The Quakers would spend the rest of the season playing at home, playing seventeen games with the Beaneaters (1), the Grays (1), the Gothams (2), the Blues (3), the Bisons (3), the Wolverines (4) and the White Stockings (3). The Quakers would go 3-13-1 in those games, which would include their third two-games winning streak, as they would win single games with the Grays, winning their second series, and the Gothams, get no-hit on September 13 by Hugh Daly of the Blues, losing 1-0, and be tied for the first time in the team’s history on September 22 with the Wolverines, as the two teams would play that day to a 6-6 tie. The Quakers would end its first season in the National League in last place with a 17-81-1 record, 23 games behind seventh place Detroit and 46 games behind the league’s champion, the Boston Beaneaters.

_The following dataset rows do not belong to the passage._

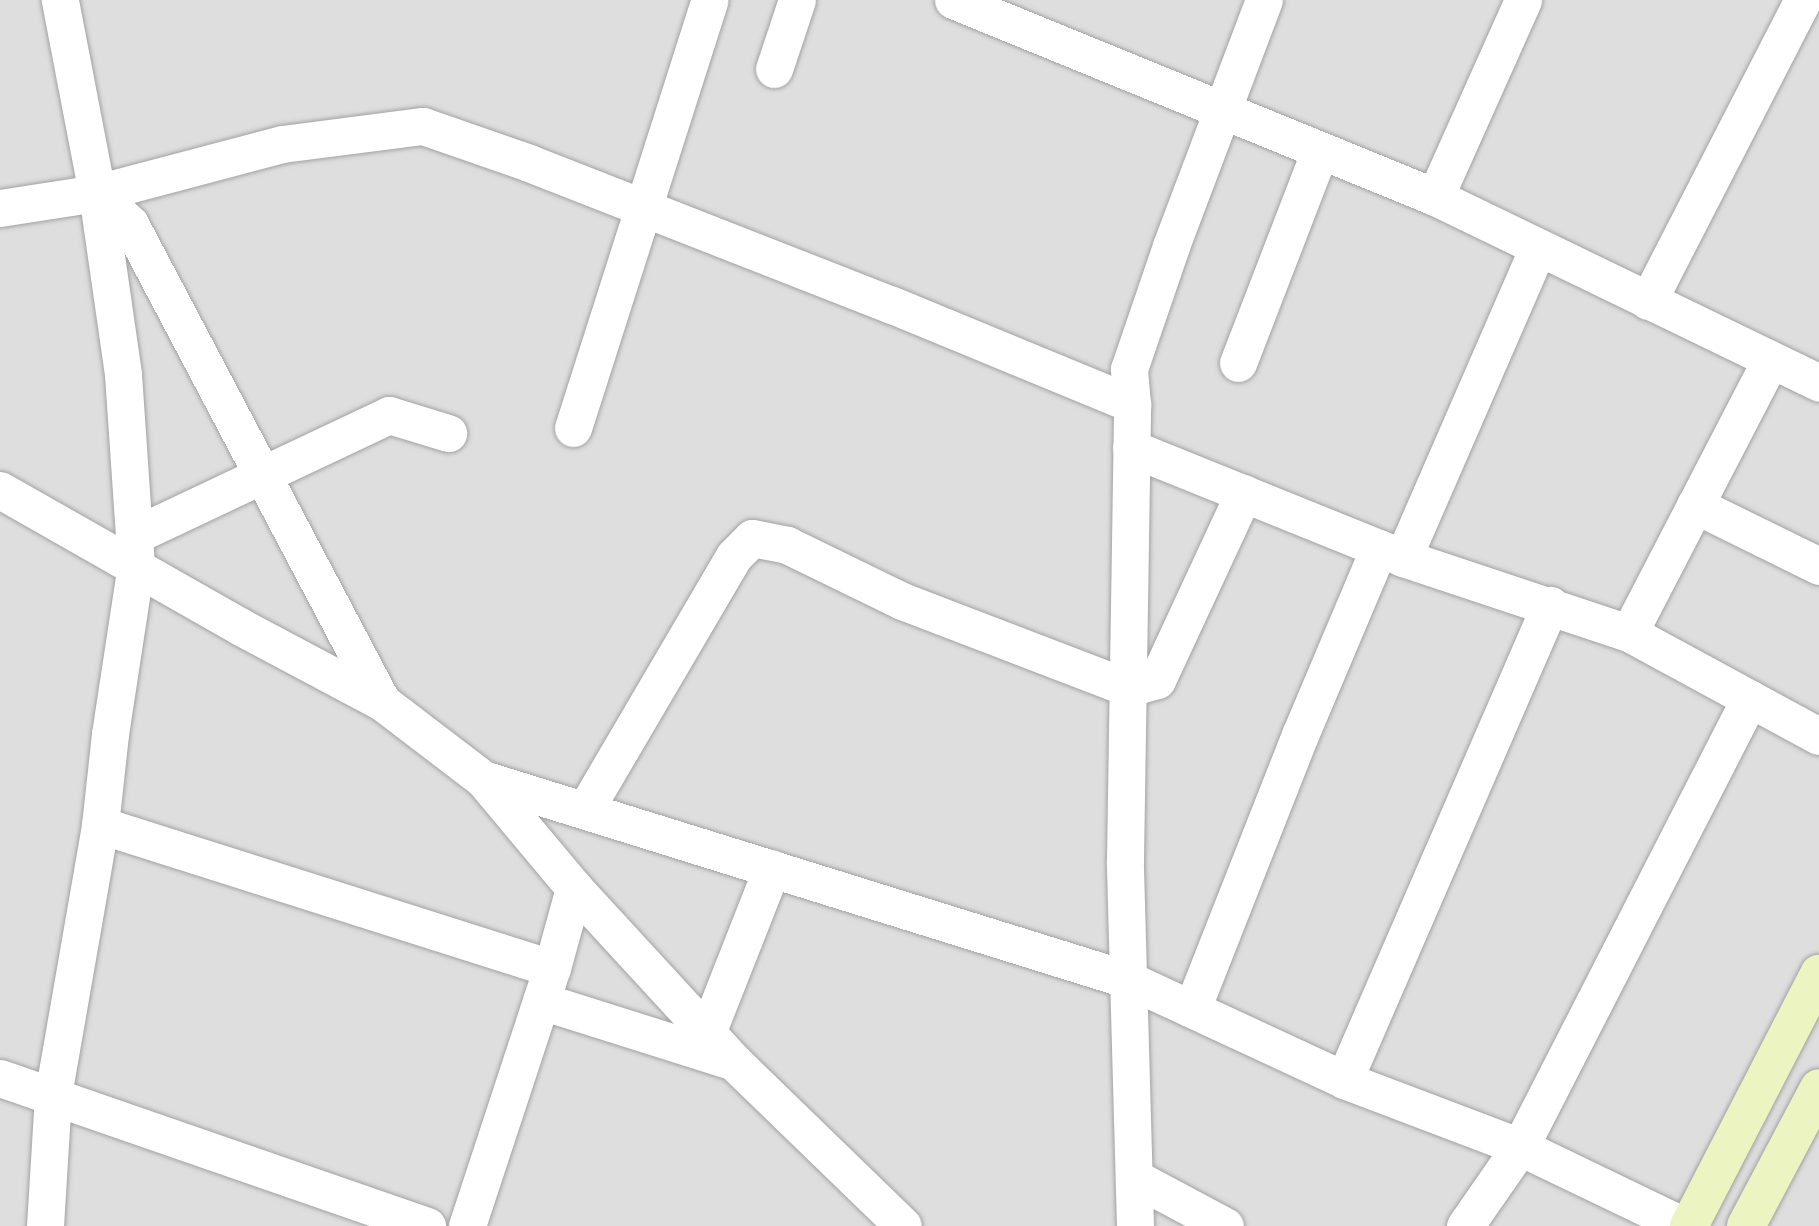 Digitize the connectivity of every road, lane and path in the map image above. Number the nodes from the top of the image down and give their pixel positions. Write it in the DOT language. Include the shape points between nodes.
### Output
graph roads {
  1 [pos="60,0"];
  2 [pos="710,0"];
  3 [pos="797,0"];
  4 [pos="953,0"];
  5 [pos="1264,0"];
  6 [pos="1523,0"];
  7 [pos="1803,0"];
  8 [pos="774,69"];
  9 [pos="1225,111"];
  10 [pos="1320,150"];
  11 [pos="97,193"];
  12 [pos="1435,197"];
  13 [pos="0,208"];
  14 [pos="644,210"];
  15 [pos="1538,248"];
  16 [pos="1648,302"];
  17 [pos="1770,361"];
  18 [pos="1238,363"];
  19 [pos="1819,383"];
  20 [pos="1132,404"];
  21 [pos="573,428"];
  22 [pos="448,433"];
  23 [pos="1131,448"];
  24 [pos="264,475"];
  25 [pos="0,490"];
  26 [pos="1244,492"];
  27 [pos="1695,505"];
  28 [pos="136,550"];
  29 [pos="1391,553"];
  30 [pos="1819,566"];
  31 [pos="1550,606"];
  32 [pos="1629,633"];
  33 [pos="1129,688"];
  34 [pos="1750,698"];
  35 [pos="382,702"];
  36 [pos="1819,736"];
  37 [pos="483,779"];
  38 [pos="585,810"];
  39 [pos="100,825"];
  40 [pos="772,868"];
  41 [pos="574,888"];
  42 [pos="1819,974"];
  43 [pos="1129,980"];
  44 [pos="547,985"];
  45 [pos="1192,1009"];
  46 [pos="707,1033"];
  47 [pos="734,1062"];
  48 [pos="0,1078"];
  49 [pos="1344,1080"];
  50 [pos="1819,1088"];
  51 [pos="52,1095"];
  52 [pos="1520,1147"];
  53 [pos="1135,1178"];
  54 [pos="45,1226"];
  55 [pos="427,1226"];
  56 [pos="467,1226"];
  57 [pos="903,1226"];
  58 [pos="1135,1226"];
  59 [pos="1225,1226"];
  60 [pos="1465,1226"];
  61 [pos="1686,1226"];
  62 [pos="1746,1226"];
  1 -- 11 [label="street"];
  2 -- 14 [label="street"];
  3 -- 8 [label="street"];
  4 -- 9 [label="street"];
  5 -- 9 [label="street"];
  6 -- 12 [label="street"];
  7 -- 16 [label="street"];
  9 -- 10 [label="street"];
  9 -- 20 [label="street" via="1171,246 1129,369"];
  10 -- 12 [label="street"];
  10 -- 18 [label="street"];
  11 -- 13 [label="street"];
  11 -- 14 [label="street" via="282,144 423,126"];
  11 -- 24 [label="street" via="130,223"];
  11 -- 28 [label="street" via="123,374"];
  12 -- 15 [label="street"];
  14 -- 20 [label="street"];
  14 -- 21 [label="street"];
  15 -- 16 [label="street"];
  15 -- 29 [label="street"];
  16 -- 17 [label="street"];
  17 -- 19 [label="street"];
  17 -- 27 [label="street"];
  20 -- 23 [label="street"];
  22 -- 24 [label="street" via="389,415"];
  23 -- 26 [label="street"];
  23 -- 33 [label="street"];
  24 -- 28 [label="street"];
  24 -- 35 [label="street"];
  25 -- 28 [label="street"];
  26 -- 29 [label="street"];
  26 -- 33 [label="street" via="1157,680"];
  27 -- 30 [label="street"];
  27 -- 32 [label="street"];
  28 -- 35 [label="street" via="241,627"];
  28 -- 39 [label="street"];
  29 -- 31 [label="street"];
  29 -- 45 [label="street"];
  31 -- 32 [label="street"];
  31 -- 49 [label="street"];
  32 -- 34 [label="street"];
  33 -- 38 [label="street" via="902,601 787,545 752,538 734,556"];
  33 -- 43 [label="street" via="1125,860"];
  34 -- 36 [label="street"];
  34 -- 52 [label="street"];
  35 -- 37 [label="street"];
  37 -- 38 [label="street"];
  37 -- 41 [label="street"];
  38 -- 40 [label="street"];
  39 -- 44 [label="street"];
  39 -- 51 [label="street"];
  40 -- 43 [label="street"];
  40 -- 46 [label="street"];
  41 -- 44 [label="street"];
  41 -- 46 [label="street"];
  42 -- 61 [label="street"];
  43 -- 45 [label="street"];
  43 -- 53 [label="street"];
  44 -- 47 [label="street"];
  44 -- 56 [label="street"];
  45 -- 49 [label="street"];
  46 -- 47 [label="street"];
  47 -- 57 [label="street"];
  48 -- 51 [label="street"];
  49 -- 52 [label="street"];
  50 -- 62 [label="street"];
  51 -- 54 [label="street"];
  51 -- 55 [label="street"];
  52 -- 60 [label="street"];
  52 -- 61 [label="street"];
  53 -- 58 [label="street"];
  53 -- 59 [label="street"];
}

Against the rest of the league, the team would only have losing records in 1883: Beaneaters (0-14); Grays (3-11); Gothams (2-12); Bisons (5-9); Blues (2-12); Wolverines (3-11-1) and White Stockings (2-12), with its worst record being against the Beaneaters and its best being against the Bisons. They would be 3-7 in shut outs, 2-12 in 1-run games and 4-42 in blowouts.
In a 99 games season, the team would go to the plate a total of 3576 times (6th) while getting only 859 hits (7th) for a team batting average of .240 (8th), a team on-base percentage of .269 (8th) and a team slugging percentage of .320 (8th). The Quakers would score 437 runs (8th) on 299 RBIs. The team would get 181 2Bs (6th), 48 3Bs (6th) and 3 HRs (8th), while also receiving 141 walks (4th) as they struck out 355 (5th) times. Pitching wise, the Quakers had a Team ERA of 5.34 (8th), and in 99 games played, they had 91 complete games (2nd) with 8 other games finished by another pitcher, only 3 (8th) of which would be shut outs. In 864 innings pitched (5th), the team’s pitchers would give up 1267 hits (8th), allow 887 runs (8th) to score of which 513 were earned, give up 20 HRs (6th) and walk 125 batters (5th) and strike out only 253 (8th).
Individually, the team batting leader was Purcell with a .268 batting average, while Jack Manning would lead the team in slugging percentage with .364 and in on-base percentage with .300. Purcell would also lead the team with 425 at-bats, 70 runs scored, 114 hits and 88 singles, while Manning would also lead the team in total at-bats with about 470, 153 total bases, 31 doubles, and 37 RBIs. Other team batting leaders were: Sid Farrar in games played (99); John Coleman and Farrar in triples (8 each); Purcell, Bil McClellan and Emil Gross in home runs (1 each); Bill Harbridge in walks (24) and Coleman in strikeouts (39). In pitching, Coleman would also be the team leader in ERA (4.87), wins (12), loses (48), games pitched (65), innings pitched (538.3), strikeouts (159), games started (61), complete games (59), and shut outs (3).
After the season, Purcell would be replaced as the team’s manager with Harry Wright, another former professional ballplayer, and former manager of the second place Grays, and before that, the manager of the Beaneaters, leading that franchise to NL pennants in 1877 and 1878. It was hoped by both Reach and Rogers that he would turn the team’s fortune around.